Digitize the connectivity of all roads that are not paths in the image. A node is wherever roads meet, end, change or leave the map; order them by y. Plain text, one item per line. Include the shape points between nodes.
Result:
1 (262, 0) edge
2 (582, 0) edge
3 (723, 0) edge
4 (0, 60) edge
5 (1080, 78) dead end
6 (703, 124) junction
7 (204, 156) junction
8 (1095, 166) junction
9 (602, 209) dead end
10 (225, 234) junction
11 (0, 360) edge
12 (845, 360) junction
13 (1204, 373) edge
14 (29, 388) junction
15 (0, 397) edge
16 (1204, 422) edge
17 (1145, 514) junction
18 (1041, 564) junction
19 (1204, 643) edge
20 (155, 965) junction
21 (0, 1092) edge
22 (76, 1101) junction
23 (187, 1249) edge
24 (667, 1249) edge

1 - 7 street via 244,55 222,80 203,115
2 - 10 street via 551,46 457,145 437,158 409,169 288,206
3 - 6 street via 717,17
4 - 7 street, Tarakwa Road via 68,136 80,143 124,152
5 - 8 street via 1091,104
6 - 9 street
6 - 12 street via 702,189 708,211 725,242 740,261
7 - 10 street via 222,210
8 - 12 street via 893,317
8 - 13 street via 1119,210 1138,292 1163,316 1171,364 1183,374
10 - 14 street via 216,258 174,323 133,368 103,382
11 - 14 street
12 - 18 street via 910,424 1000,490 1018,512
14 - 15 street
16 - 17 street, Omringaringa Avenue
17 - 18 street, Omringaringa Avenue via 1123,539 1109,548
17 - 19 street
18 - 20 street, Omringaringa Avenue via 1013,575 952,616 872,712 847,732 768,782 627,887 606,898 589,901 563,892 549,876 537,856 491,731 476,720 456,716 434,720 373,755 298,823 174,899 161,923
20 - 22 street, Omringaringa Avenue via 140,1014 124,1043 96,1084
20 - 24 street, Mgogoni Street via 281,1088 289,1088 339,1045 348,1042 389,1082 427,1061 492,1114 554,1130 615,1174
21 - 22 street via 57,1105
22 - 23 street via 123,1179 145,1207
==
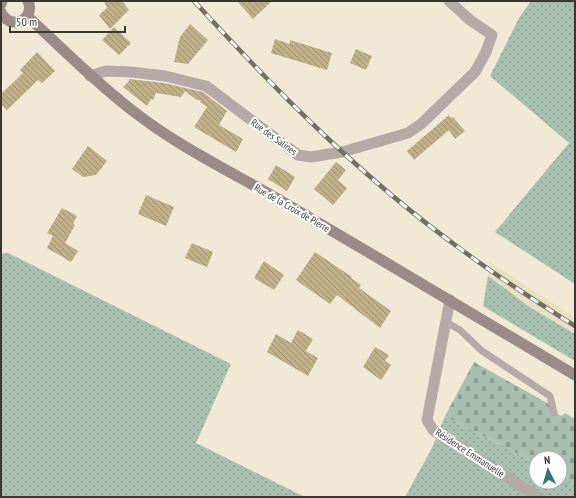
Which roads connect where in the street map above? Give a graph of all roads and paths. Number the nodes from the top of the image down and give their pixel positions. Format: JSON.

> _The task_
Go line by line through the data and copy any that contain "roads".

> _Output below_
Digitize the connectivity of all roads that are not paths in the image. A node is wherever roads meet, end, change or leave the map; order them by y. Plain text, one item per line. Include the shape points between nodes.
Which roads connect where in the street map above? Give a graph of all roads and paths. Number the nodes from the top of the image down and give their pixel positions. Format: JSON.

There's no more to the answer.